_Task_.
Whenever a line in the data holds the string "positions", pull that line out.

- Opening Delimiter -

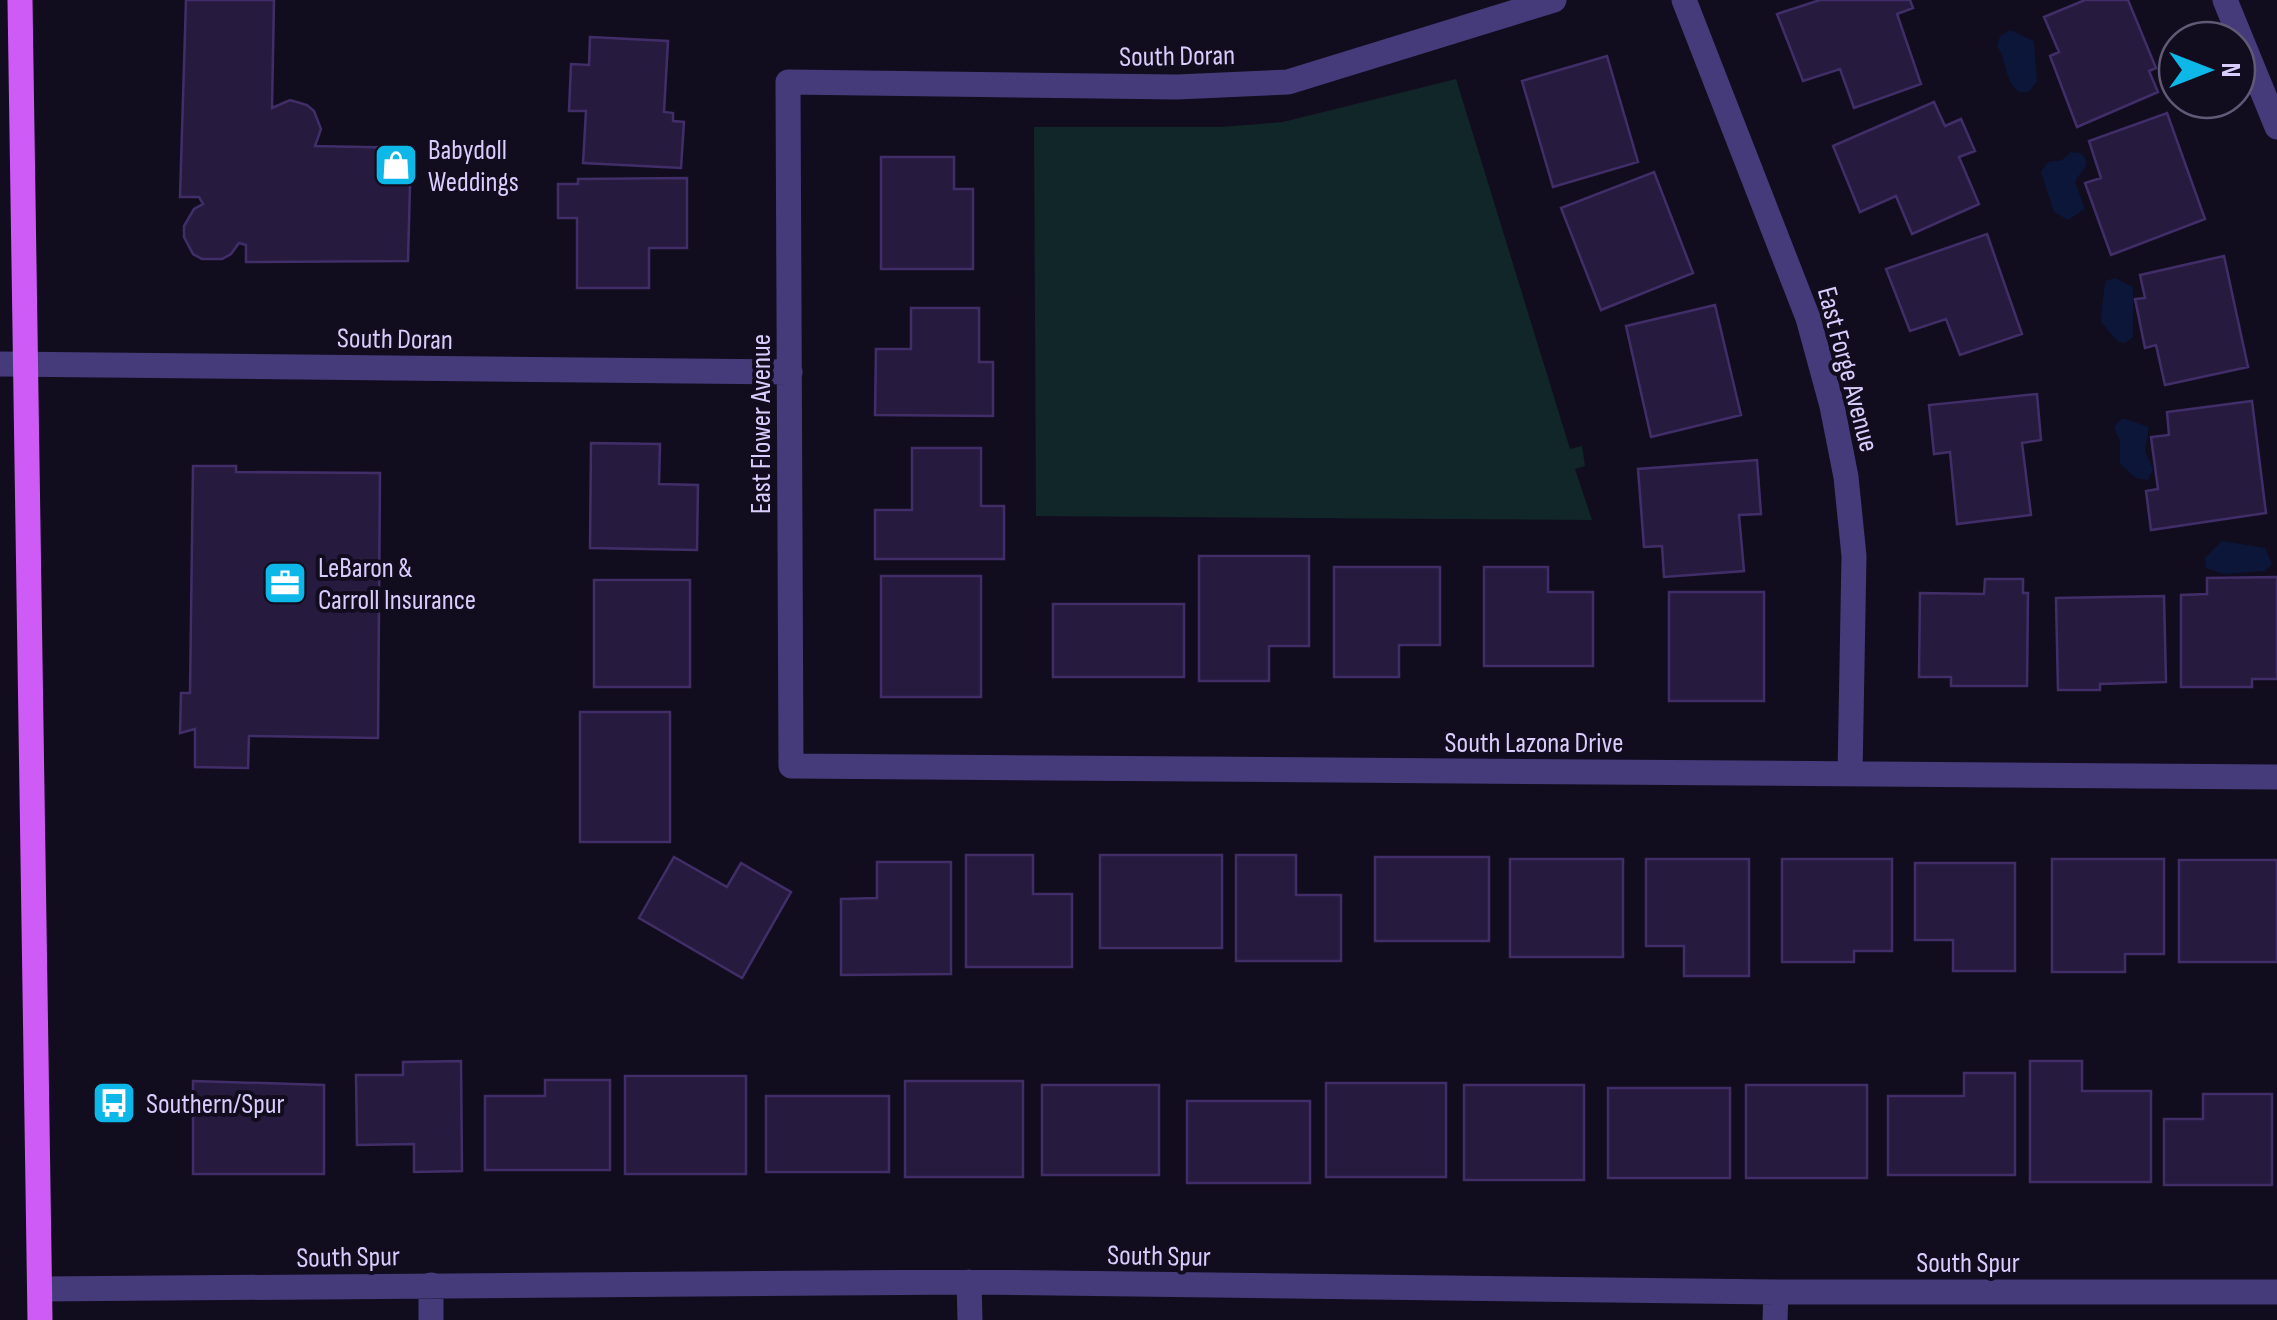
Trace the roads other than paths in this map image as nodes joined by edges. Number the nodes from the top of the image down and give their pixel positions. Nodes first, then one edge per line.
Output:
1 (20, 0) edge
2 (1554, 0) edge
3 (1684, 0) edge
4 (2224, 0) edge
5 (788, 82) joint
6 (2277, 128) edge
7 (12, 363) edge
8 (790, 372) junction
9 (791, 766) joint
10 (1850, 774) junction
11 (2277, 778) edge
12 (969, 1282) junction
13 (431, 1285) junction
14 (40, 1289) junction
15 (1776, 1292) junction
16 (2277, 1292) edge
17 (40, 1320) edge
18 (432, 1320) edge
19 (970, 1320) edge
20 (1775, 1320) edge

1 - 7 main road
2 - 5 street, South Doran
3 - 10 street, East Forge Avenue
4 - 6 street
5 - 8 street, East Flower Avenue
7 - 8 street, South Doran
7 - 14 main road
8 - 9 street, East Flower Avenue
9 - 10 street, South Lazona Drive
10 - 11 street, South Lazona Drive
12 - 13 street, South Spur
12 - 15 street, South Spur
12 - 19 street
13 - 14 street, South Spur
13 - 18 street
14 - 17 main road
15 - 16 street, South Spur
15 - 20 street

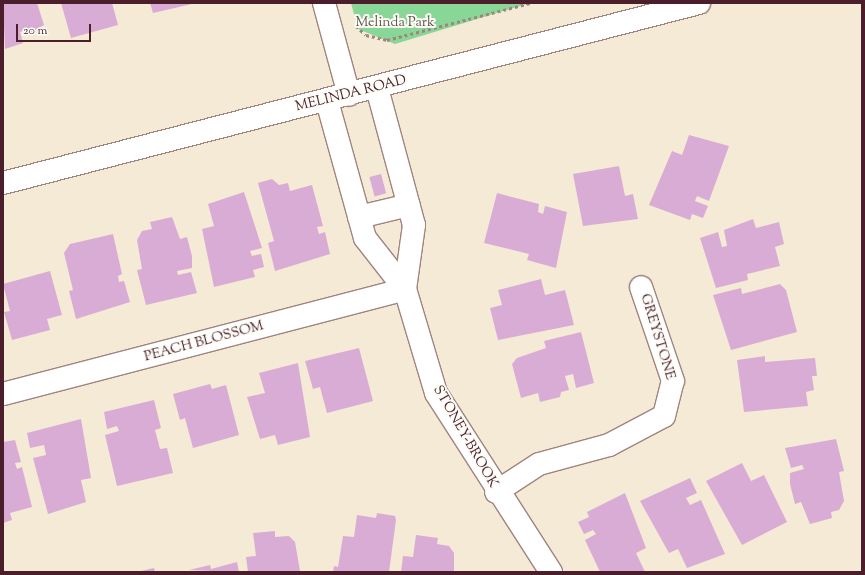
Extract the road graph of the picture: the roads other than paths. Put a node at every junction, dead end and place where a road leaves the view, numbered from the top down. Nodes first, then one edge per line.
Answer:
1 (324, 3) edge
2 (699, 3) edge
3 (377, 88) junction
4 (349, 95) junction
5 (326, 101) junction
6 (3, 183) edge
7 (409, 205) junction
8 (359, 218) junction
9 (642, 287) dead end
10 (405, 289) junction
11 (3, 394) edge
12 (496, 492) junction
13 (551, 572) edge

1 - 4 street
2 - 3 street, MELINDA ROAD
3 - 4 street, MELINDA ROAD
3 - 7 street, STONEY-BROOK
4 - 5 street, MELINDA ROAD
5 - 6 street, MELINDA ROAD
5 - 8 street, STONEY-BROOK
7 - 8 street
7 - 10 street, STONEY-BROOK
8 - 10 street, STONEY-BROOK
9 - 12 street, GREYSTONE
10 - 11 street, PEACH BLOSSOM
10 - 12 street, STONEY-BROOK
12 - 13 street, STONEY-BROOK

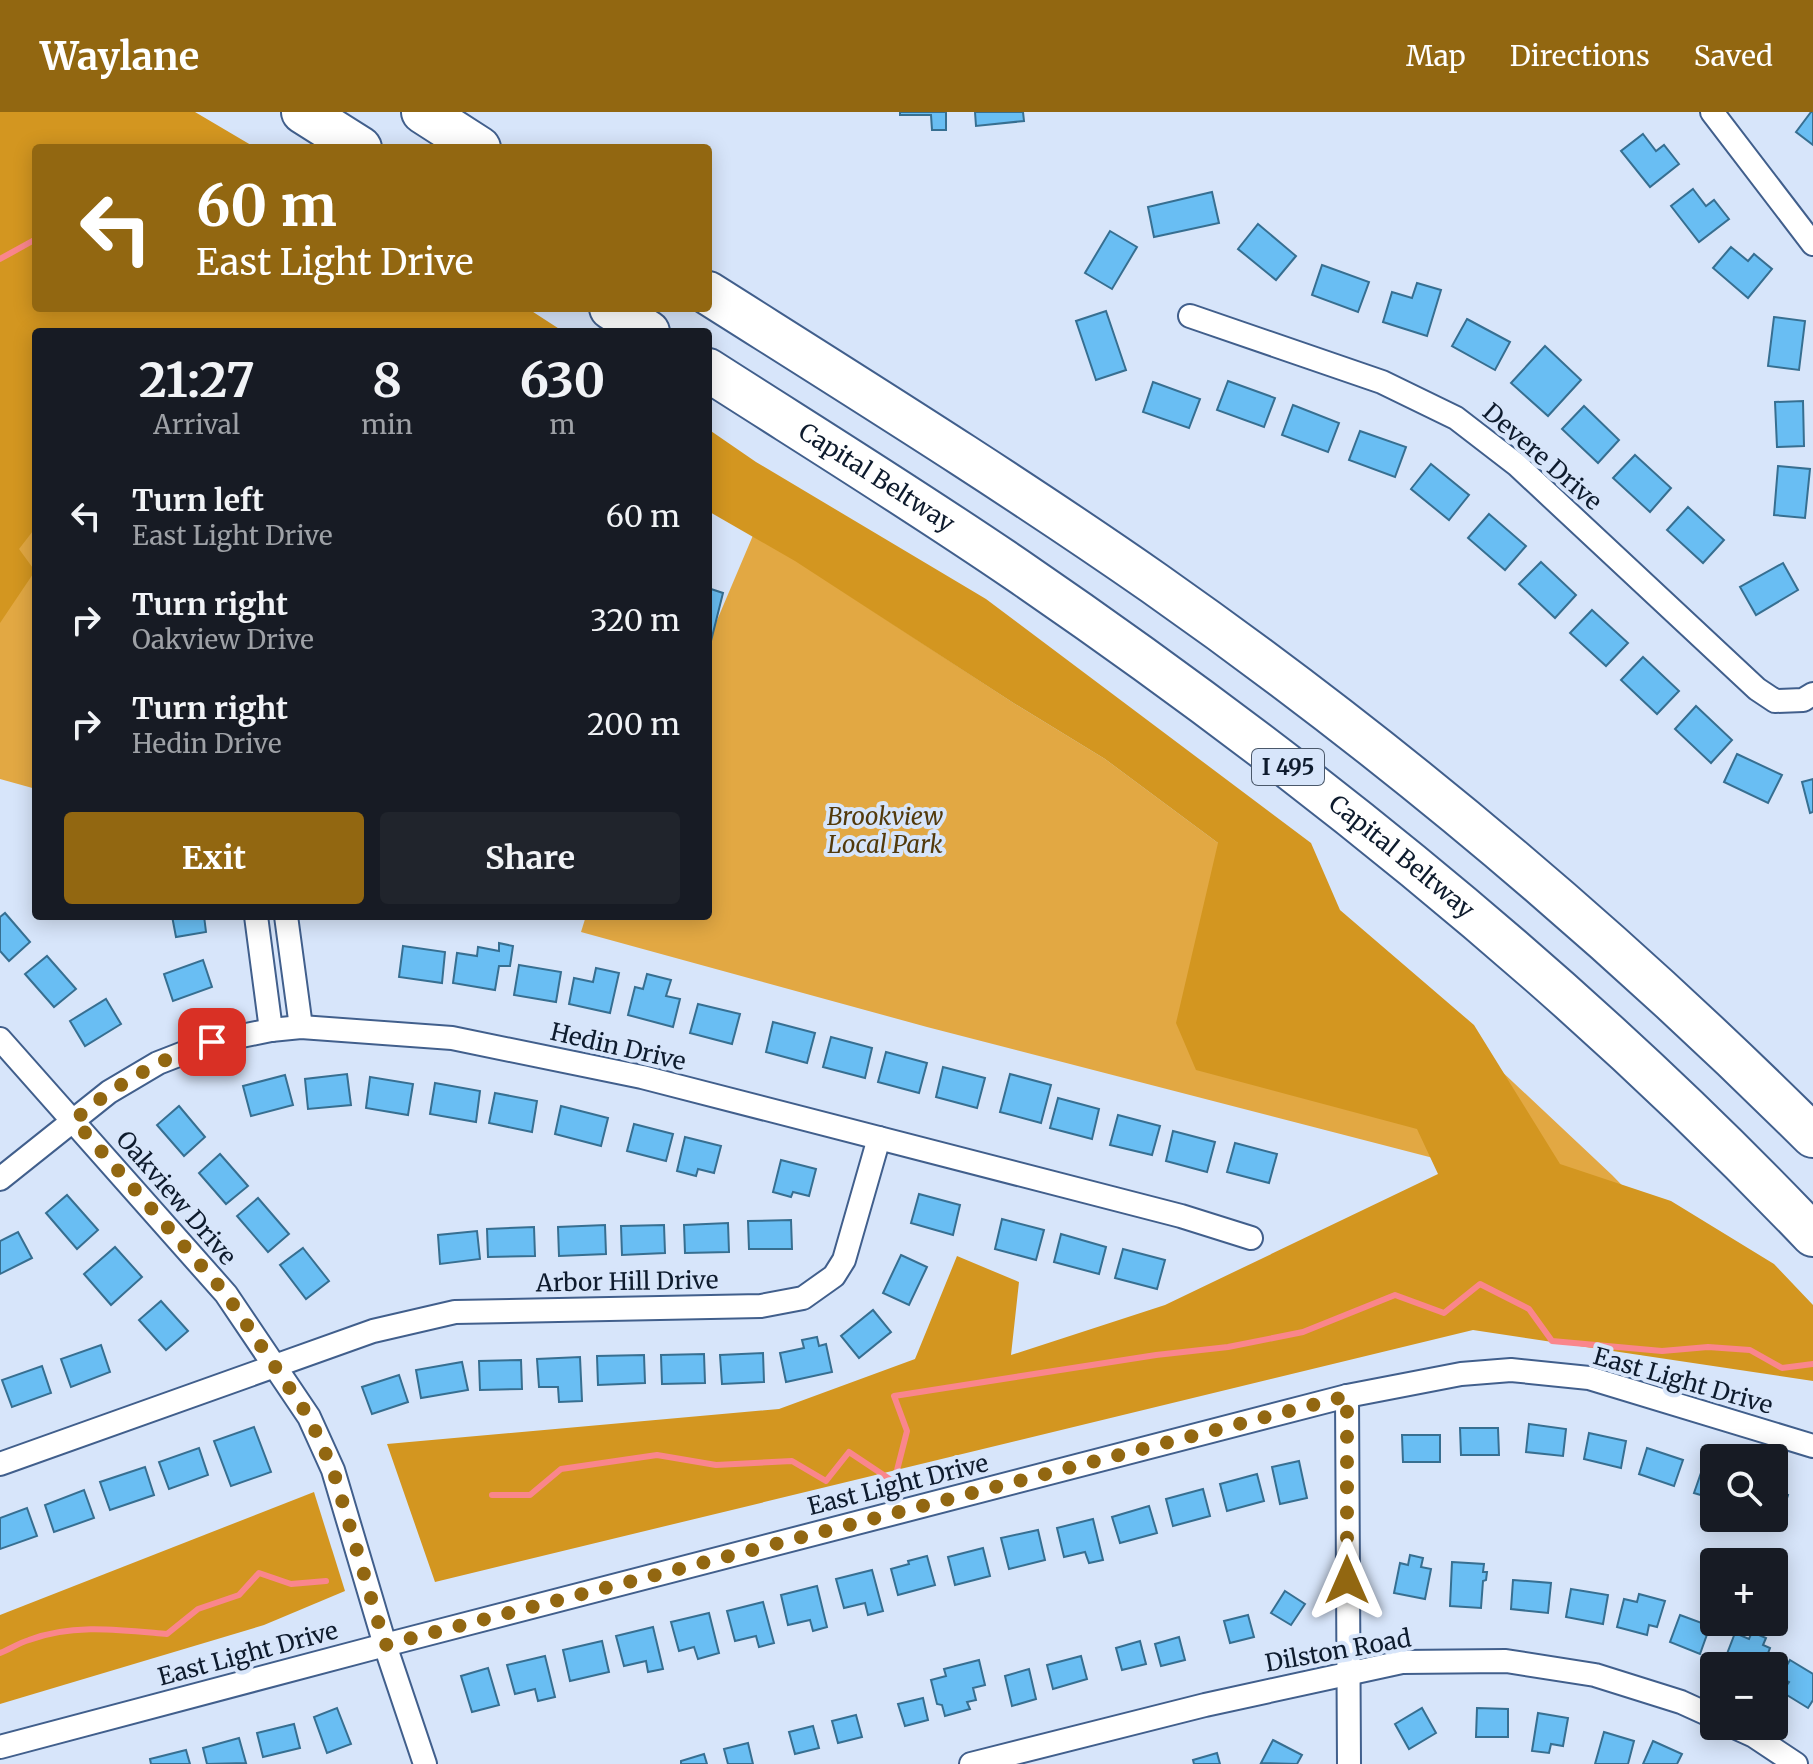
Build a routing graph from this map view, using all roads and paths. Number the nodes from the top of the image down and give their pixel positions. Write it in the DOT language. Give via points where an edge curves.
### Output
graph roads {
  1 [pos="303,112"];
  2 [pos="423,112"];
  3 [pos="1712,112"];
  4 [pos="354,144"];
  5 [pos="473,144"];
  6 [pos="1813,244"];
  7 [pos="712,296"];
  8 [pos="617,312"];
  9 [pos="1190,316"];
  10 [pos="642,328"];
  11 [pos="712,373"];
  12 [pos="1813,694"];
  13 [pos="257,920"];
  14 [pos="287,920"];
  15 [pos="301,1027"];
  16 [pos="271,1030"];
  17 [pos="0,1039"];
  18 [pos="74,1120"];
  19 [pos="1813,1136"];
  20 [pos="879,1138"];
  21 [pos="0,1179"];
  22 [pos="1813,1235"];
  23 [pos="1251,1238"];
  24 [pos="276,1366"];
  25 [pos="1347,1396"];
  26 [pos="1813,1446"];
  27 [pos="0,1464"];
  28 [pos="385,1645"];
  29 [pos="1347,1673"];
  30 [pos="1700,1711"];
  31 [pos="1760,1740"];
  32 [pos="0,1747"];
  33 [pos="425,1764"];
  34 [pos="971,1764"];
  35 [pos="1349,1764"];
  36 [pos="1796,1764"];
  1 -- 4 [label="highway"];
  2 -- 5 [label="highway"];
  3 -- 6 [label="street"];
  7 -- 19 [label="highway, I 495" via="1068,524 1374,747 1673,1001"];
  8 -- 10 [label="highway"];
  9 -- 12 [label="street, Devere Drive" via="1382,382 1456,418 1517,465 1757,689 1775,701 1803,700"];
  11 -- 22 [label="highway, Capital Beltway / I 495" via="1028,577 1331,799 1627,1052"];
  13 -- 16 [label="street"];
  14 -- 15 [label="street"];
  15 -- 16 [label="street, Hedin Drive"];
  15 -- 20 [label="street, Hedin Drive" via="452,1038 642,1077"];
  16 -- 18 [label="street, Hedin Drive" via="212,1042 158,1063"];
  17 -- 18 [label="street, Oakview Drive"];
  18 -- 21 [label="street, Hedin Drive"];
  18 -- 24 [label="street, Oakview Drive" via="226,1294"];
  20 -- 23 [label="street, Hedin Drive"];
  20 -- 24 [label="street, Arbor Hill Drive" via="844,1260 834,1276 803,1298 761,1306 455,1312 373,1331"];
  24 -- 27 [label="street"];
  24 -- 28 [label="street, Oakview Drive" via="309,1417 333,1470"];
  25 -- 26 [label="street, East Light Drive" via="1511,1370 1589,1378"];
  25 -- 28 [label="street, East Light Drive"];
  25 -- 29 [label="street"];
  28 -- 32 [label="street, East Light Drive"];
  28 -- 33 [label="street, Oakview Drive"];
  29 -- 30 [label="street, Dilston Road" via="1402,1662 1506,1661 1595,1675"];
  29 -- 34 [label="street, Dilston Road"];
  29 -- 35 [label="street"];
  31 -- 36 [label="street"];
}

- Closing Delimiter -

_Solution below_.
Trace the roads other than paths in this map image as nodes joined by edges. Number the nodes from the top of the image down and give their pixel positions. Nodes first, then one edge per line.
Build a routing graph from this map view, using all roads and paths. Number the nodes from the top of the image down and give their pixel positions. Write it in the DOT language. Give via points where an edge curves.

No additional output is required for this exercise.